Records for the task:
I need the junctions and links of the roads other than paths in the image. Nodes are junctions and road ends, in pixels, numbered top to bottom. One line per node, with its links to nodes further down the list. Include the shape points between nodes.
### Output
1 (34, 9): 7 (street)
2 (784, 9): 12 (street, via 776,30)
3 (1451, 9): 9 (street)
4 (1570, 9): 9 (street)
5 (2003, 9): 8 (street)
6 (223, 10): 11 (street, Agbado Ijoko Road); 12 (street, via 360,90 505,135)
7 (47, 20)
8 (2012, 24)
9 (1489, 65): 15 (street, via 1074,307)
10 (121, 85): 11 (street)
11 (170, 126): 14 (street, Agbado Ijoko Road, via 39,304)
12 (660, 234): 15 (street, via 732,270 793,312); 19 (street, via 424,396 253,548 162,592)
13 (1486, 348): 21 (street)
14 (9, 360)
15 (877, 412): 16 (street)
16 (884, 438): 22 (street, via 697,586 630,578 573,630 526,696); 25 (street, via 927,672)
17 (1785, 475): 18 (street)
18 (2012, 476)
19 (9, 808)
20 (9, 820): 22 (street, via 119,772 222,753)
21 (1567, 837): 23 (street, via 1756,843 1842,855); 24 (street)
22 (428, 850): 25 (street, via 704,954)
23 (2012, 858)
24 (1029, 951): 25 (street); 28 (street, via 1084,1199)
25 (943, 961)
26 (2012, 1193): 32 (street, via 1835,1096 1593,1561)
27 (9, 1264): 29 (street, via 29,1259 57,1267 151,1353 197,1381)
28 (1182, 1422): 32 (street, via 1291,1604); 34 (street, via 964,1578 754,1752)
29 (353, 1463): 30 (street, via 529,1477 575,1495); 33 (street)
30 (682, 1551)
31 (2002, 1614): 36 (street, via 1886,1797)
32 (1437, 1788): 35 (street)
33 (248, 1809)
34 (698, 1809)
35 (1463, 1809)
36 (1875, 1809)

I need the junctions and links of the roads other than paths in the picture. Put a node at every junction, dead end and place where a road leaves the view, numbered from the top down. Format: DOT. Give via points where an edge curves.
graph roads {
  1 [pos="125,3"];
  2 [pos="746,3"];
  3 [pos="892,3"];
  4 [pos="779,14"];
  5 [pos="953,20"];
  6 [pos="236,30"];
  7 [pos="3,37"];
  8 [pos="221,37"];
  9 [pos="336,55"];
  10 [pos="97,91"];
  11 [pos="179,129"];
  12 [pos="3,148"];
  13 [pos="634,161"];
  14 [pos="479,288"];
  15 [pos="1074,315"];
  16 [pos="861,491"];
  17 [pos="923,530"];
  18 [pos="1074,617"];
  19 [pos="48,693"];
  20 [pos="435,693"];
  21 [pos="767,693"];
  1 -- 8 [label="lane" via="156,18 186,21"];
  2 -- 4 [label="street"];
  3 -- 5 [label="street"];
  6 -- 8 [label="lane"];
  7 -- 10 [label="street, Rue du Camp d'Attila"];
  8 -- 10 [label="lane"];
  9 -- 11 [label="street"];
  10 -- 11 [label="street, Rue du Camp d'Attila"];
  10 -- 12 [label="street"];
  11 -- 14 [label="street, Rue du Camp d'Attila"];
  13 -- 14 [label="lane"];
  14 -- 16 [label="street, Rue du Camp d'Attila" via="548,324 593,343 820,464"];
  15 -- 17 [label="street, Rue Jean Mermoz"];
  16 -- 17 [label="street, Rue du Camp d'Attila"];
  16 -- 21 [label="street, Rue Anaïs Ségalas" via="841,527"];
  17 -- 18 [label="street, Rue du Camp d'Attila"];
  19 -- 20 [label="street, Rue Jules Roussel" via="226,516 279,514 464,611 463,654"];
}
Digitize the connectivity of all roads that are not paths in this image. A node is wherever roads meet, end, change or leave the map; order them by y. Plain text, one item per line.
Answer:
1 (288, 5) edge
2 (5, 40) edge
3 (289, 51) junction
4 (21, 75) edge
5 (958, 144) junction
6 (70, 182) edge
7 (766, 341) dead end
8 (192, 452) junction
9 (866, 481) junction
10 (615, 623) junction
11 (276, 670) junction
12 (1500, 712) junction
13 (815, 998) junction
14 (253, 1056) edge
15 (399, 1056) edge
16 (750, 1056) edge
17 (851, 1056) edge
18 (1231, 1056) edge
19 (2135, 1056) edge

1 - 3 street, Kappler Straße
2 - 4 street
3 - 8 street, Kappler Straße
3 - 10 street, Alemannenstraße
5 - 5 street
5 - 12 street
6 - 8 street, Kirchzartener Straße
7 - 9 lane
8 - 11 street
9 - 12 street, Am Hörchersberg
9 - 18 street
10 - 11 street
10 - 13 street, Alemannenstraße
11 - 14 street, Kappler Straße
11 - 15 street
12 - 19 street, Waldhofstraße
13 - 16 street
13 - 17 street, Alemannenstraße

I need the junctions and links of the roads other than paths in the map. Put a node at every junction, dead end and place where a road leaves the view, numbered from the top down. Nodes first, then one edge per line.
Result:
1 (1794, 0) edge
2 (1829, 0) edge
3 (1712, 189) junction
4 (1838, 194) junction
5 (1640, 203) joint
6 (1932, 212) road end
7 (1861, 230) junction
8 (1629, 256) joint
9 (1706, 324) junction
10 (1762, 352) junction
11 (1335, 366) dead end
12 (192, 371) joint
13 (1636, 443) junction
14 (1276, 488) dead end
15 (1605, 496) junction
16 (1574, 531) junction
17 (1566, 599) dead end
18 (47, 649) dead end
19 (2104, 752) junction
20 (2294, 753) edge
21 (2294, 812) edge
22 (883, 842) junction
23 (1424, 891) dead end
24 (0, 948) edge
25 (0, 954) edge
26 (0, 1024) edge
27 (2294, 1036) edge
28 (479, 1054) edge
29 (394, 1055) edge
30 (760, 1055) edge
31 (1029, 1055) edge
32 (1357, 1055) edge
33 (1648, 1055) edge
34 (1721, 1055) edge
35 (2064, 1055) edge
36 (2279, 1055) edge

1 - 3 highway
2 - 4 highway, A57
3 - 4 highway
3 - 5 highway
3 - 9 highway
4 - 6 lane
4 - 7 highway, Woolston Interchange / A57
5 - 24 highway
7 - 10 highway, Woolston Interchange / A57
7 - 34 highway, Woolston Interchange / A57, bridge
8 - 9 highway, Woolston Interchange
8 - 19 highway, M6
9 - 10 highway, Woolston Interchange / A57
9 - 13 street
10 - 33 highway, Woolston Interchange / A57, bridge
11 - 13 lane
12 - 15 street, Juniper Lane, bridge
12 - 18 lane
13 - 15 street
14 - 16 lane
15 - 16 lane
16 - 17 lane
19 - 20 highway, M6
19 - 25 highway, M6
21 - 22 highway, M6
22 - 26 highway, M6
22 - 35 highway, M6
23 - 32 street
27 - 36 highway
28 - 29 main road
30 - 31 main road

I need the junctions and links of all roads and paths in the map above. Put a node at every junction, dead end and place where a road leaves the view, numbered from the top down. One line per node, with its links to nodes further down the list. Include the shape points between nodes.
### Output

Exercise requirements: Each record must be duplicated exactly, with none missing.

Output of the task:
I need the junctions and links of the roads other than paths in the image. Nodes are junctions and road ends, in pixels, numbered top to bottom. One line per node, with its links to nodes further down the list. Include the shape points between nodes.
### Output
1 (34, 9): 7 (street)
2 (784, 9): 12 (street, via 776,30)
3 (1451, 9): 9 (street)
4 (1570, 9): 9 (street)
5 (2003, 9): 8 (street)
6 (223, 10): 11 (street, Agbado Ijoko Road); 12 (street, via 360,90 505,135)
7 (47, 20)
8 (2012, 24)
9 (1489, 65): 15 (street, via 1074,307)
10 (121, 85): 11 (street)
11 (170, 126): 14 (street, Agbado Ijoko Road, via 39,304)
12 (660, 234): 15 (street, via 732,270 793,312); 19 (street, via 424,396 253,548 162,592)
13 (1486, 348): 21 (street)
14 (9, 360)
15 (877, 412): 16 (street)
16 (884, 438): 22 (street, via 697,586 630,578 573,630 526,696); 25 (street, via 927,672)
17 (1785, 475): 18 (street)
18 (2012, 476)
19 (9, 808)
20 (9, 820): 22 (street, via 119,772 222,753)
21 (1567, 837): 23 (street, via 1756,843 1842,855); 24 (street)
22 (428, 850): 25 (street, via 704,954)
23 (2012, 858)
24 (1029, 951): 25 (street); 28 (street, via 1084,1199)
25 (943, 961)
26 (2012, 1193): 32 (street, via 1835,1096 1593,1561)
27 (9, 1264): 29 (street, via 29,1259 57,1267 151,1353 197,1381)
28 (1182, 1422): 32 (street, via 1291,1604); 34 (street, via 964,1578 754,1752)
29 (353, 1463): 30 (street, via 529,1477 575,1495); 33 (street)
30 (682, 1551)
31 (2002, 1614): 36 (street, via 1886,1797)
32 (1437, 1788): 35 (street)
33 (248, 1809)
34 (698, 1809)
35 (1463, 1809)
36 (1875, 1809)

I need the junctions and links of the roads other than paths in the picture. Put a node at every junction, dead end and place where a road leaves the view, numbered from the top down. Format: DOT. Give via points where an edge curves.
graph roads {
  1 [pos="125,3"];
  2 [pos="746,3"];
  3 [pos="892,3"];
  4 [pos="779,14"];
  5 [pos="953,20"];
  6 [pos="236,30"];
  7 [pos="3,37"];
  8 [pos="221,37"];
  9 [pos="336,55"];
  10 [pos="97,91"];
  11 [pos="179,129"];
  12 [pos="3,148"];
  13 [pos="634,161"];
  14 [pos="479,288"];
  15 [pos="1074,315"];
  16 [pos="861,491"];
  17 [pos="923,530"];
  18 [pos="1074,617"];
  19 [pos="48,693"];
  20 [pos="435,693"];
  21 [pos="767,693"];
  1 -- 8 [label="lane" via="156,18 186,21"];
  2 -- 4 [label="street"];
  3 -- 5 [label="street"];
  6 -- 8 [label="lane"];
  7 -- 10 [label="street, Rue du Camp d'Attila"];
  8 -- 10 [label="lane"];
  9 -- 11 [label="street"];
  10 -- 11 [label="street, Rue du Camp d'Attila"];
  10 -- 12 [label="street"];
  11 -- 14 [label="street, Rue du Camp d'Attila"];
  13 -- 14 [label="lane"];
  14 -- 16 [label="street, Rue du Camp d'Attila" via="548,324 593,343 820,464"];
  15 -- 17 [label="street, Rue Jean Mermoz"];
  16 -- 17 [label="street, Rue du Camp d'Attila"];
  16 -- 21 [label="street, Rue Anaïs Ségalas" via="841,527"];
  17 -- 18 [label="street, Rue du Camp d'Attila"];
  19 -- 20 [label="street, Rue Jules Roussel" via="226,516 279,514 464,611 463,654"];
}
Digitize the connectivity of all roads that are not paths in this image. A node is wherever roads meet, end, change or leave the map; order them by y. Plain text, one item per line.
Answer:
1 (288, 5) edge
2 (5, 40) edge
3 (289, 51) junction
4 (21, 75) edge
5 (958, 144) junction
6 (70, 182) edge
7 (766, 341) dead end
8 (192, 452) junction
9 (866, 481) junction
10 (615, 623) junction
11 (276, 670) junction
12 (1500, 712) junction
13 (815, 998) junction
14 (253, 1056) edge
15 (399, 1056) edge
16 (750, 1056) edge
17 (851, 1056) edge
18 (1231, 1056) edge
19 (2135, 1056) edge

1 - 3 street, Kappler Straße
2 - 4 street
3 - 8 street, Kappler Straße
3 - 10 street, Alemannenstraße
5 - 5 street
5 - 12 street
6 - 8 street, Kirchzartener Straße
7 - 9 lane
8 - 11 street
9 - 12 street, Am Hörchersberg
9 - 18 street
10 - 11 street
10 - 13 street, Alemannenstraße
11 - 14 street, Kappler Straße
11 - 15 street
12 - 19 street, Waldhofstraße
13 - 16 street
13 - 17 street, Alemannenstraße

I need the junctions and links of the roads other than paths in the map. Put a node at every junction, dead end and place where a road leaves the view, numbered from the top down. Nodes first, then one edge per line.
Result:
1 (1794, 0) edge
2 (1829, 0) edge
3 (1712, 189) junction
4 (1838, 194) junction
5 (1640, 203) joint
6 (1932, 212) road end
7 (1861, 230) junction
8 (1629, 256) joint
9 (1706, 324) junction
10 (1762, 352) junction
11 (1335, 366) dead end
12 (192, 371) joint
13 (1636, 443) junction
14 (1276, 488) dead end
15 (1605, 496) junction
16 (1574, 531) junction
17 (1566, 599) dead end
18 (47, 649) dead end
19 (2104, 752) junction
20 (2294, 753) edge
21 (2294, 812) edge
22 (883, 842) junction
23 (1424, 891) dead end
24 (0, 948) edge
25 (0, 954) edge
26 (0, 1024) edge
27 (2294, 1036) edge
28 (479, 1054) edge
29 (394, 1055) edge
30 (760, 1055) edge
31 (1029, 1055) edge
32 (1357, 1055) edge
33 (1648, 1055) edge
34 (1721, 1055) edge
35 (2064, 1055) edge
36 (2279, 1055) edge

1 - 3 highway
2 - 4 highway, A57
3 - 4 highway
3 - 5 highway
3 - 9 highway
4 - 6 lane
4 - 7 highway, Woolston Interchange / A57
5 - 24 highway
7 - 10 highway, Woolston Interchange / A57
7 - 34 highway, Woolston Interchange / A57, bridge
8 - 9 highway, Woolston Interchange
8 - 19 highway, M6
9 - 10 highway, Woolston Interchange / A57
9 - 13 street
10 - 33 highway, Woolston Interchange / A57, bridge
11 - 13 lane
12 - 15 street, Juniper Lane, bridge
12 - 18 lane
13 - 15 street
14 - 16 lane
15 - 16 lane
16 - 17 lane
19 - 20 highway, M6
19 - 25 highway, M6
21 - 22 highway, M6
22 - 26 highway, M6
22 - 35 highway, M6
23 - 32 street
27 - 36 highway
28 - 29 main road
30 - 31 main road

I need the junctions and links of all roads and paths in the map above. Put a node at every junction, dead end and place where a road leaves the view, numbered from the top down. One line per node, with its links to nodes further down the list. Include the shape points between nodes.
### Output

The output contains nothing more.